START Input data

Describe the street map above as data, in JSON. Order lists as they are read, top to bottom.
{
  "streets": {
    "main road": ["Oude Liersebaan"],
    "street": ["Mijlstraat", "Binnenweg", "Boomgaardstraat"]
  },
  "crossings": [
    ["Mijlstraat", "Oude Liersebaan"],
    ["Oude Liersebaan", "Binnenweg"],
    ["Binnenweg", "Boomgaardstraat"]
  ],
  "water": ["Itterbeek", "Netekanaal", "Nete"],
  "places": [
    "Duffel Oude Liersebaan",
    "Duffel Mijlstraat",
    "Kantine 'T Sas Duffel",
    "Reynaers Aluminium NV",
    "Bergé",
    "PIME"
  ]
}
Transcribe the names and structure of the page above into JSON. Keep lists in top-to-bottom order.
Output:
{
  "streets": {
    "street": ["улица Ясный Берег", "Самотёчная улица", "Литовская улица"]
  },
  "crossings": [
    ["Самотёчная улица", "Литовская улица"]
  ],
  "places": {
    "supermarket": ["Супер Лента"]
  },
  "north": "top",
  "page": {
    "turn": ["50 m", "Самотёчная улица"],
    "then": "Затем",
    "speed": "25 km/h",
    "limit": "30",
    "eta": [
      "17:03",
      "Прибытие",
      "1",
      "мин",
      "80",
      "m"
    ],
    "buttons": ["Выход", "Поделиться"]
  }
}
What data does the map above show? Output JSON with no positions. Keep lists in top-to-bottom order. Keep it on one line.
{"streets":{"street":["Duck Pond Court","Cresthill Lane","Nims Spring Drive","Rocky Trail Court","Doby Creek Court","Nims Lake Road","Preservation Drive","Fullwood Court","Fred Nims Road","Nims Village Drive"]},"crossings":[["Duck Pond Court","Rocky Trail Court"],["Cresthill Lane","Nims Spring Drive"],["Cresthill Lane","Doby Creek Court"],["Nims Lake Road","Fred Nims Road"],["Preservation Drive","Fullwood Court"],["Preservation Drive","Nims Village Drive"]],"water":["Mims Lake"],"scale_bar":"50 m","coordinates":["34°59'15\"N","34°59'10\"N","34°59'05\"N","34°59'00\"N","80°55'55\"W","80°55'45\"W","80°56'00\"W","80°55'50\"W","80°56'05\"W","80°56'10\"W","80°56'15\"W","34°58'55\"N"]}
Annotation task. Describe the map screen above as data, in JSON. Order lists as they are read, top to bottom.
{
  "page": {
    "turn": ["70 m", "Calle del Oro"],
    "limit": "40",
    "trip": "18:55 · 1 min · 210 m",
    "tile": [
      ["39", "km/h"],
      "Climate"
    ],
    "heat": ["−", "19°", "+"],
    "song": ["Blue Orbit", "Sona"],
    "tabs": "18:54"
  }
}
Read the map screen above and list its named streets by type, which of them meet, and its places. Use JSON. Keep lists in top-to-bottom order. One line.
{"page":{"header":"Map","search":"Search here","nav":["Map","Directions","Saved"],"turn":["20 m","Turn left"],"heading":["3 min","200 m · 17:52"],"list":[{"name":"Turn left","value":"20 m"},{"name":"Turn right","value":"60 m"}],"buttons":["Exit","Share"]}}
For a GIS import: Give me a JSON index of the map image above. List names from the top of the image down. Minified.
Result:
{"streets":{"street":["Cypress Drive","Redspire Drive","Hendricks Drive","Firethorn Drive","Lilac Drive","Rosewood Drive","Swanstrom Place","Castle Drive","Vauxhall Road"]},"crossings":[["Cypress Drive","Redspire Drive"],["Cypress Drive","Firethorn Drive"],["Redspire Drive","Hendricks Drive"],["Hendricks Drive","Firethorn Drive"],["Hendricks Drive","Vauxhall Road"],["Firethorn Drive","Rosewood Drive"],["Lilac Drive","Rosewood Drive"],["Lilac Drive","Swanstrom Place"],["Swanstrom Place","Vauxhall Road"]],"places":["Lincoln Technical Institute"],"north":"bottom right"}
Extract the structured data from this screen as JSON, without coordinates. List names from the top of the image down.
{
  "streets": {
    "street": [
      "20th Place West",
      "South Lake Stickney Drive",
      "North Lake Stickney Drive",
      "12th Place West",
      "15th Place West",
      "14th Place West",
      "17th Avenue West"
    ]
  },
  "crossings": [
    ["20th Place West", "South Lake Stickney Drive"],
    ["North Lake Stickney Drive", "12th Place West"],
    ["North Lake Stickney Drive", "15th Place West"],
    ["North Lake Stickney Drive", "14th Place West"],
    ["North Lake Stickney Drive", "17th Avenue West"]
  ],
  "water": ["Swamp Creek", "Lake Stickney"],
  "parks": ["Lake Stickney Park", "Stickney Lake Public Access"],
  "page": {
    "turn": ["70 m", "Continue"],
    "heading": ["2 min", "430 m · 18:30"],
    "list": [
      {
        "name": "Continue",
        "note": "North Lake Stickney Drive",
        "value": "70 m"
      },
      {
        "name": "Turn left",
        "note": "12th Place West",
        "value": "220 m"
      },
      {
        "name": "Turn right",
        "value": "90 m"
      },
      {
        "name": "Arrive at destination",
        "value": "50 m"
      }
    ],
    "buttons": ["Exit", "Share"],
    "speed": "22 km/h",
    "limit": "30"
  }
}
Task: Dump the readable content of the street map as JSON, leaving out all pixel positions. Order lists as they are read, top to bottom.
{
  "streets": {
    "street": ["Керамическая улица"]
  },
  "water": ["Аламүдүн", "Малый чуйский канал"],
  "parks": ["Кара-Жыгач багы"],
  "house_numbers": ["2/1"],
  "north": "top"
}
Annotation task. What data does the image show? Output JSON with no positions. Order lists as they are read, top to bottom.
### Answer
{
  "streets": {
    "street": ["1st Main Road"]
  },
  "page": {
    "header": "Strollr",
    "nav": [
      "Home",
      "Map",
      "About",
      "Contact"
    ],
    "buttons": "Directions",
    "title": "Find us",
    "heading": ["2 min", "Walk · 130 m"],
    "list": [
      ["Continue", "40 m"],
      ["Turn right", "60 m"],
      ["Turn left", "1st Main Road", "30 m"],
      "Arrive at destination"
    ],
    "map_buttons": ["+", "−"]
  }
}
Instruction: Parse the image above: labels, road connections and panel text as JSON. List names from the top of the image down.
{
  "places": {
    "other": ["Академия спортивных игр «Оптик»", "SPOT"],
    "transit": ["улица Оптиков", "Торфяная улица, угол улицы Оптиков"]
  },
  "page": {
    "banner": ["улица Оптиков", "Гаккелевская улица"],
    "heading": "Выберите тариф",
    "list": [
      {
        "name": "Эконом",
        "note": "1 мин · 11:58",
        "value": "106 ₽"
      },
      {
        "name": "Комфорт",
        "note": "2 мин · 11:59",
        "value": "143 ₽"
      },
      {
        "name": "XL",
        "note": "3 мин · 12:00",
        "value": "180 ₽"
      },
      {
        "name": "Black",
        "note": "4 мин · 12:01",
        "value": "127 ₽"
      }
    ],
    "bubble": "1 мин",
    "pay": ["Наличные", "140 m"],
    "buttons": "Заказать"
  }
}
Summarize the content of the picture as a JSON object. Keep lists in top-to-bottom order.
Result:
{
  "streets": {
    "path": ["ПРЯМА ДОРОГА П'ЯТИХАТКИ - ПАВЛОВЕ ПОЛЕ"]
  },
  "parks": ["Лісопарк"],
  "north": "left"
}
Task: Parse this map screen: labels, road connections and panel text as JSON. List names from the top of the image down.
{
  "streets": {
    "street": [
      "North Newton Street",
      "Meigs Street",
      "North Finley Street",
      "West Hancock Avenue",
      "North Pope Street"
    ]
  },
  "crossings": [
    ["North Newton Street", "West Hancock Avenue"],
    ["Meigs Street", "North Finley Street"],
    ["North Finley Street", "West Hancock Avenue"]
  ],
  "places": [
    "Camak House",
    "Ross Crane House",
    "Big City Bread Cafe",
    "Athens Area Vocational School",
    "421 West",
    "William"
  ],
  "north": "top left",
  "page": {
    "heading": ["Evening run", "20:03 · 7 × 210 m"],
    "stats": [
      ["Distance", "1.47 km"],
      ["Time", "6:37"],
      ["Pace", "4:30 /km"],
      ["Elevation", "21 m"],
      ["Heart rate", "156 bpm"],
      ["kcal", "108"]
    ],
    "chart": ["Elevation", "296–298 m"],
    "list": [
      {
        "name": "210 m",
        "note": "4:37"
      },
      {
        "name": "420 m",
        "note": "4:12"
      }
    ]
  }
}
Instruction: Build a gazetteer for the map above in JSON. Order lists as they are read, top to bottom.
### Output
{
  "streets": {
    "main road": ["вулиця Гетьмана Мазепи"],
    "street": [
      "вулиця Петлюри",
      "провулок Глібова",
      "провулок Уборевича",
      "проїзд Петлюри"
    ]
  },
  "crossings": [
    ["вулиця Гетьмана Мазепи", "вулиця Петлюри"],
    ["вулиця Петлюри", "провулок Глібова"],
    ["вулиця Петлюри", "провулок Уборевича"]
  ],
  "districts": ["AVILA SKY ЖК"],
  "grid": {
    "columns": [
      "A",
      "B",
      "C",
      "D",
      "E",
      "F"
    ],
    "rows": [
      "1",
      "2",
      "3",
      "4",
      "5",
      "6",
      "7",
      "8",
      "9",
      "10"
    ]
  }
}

END Input data

[Work to complete]: When you repeat the lines, start with the first line of the material and end with the line that contains "Transcribe the names", keeping both and reproducing each exactly, with nothing added.

[Output of the task]:
Describe the street map above as data, in JSON. Order lists as they are read, top to bottom.
{
  "streets": {
    "main road": ["Oude Liersebaan"],
    "street": ["Mijlstraat", "Binnenweg", "Boomgaardstraat"]
  },
  "crossings": [
    ["Mijlstraat", "Oude Liersebaan"],
    ["Oude Liersebaan", "Binnenweg"],
    ["Binnenweg", "Boomgaardstraat"]
  ],
  "water": ["Itterbeek", "Netekanaal", "Nete"],
  "places": [
    "Duffel Oude Liersebaan",
    "Duffel Mijlstraat",
    "Kantine 'T Sas Duffel",
    "Reynaers Aluminium NV",
    "Bergé",
    "PIME"
  ]
}
Transcribe the names and structure of the page above into JSON. Keep lists in top-to-bottom order.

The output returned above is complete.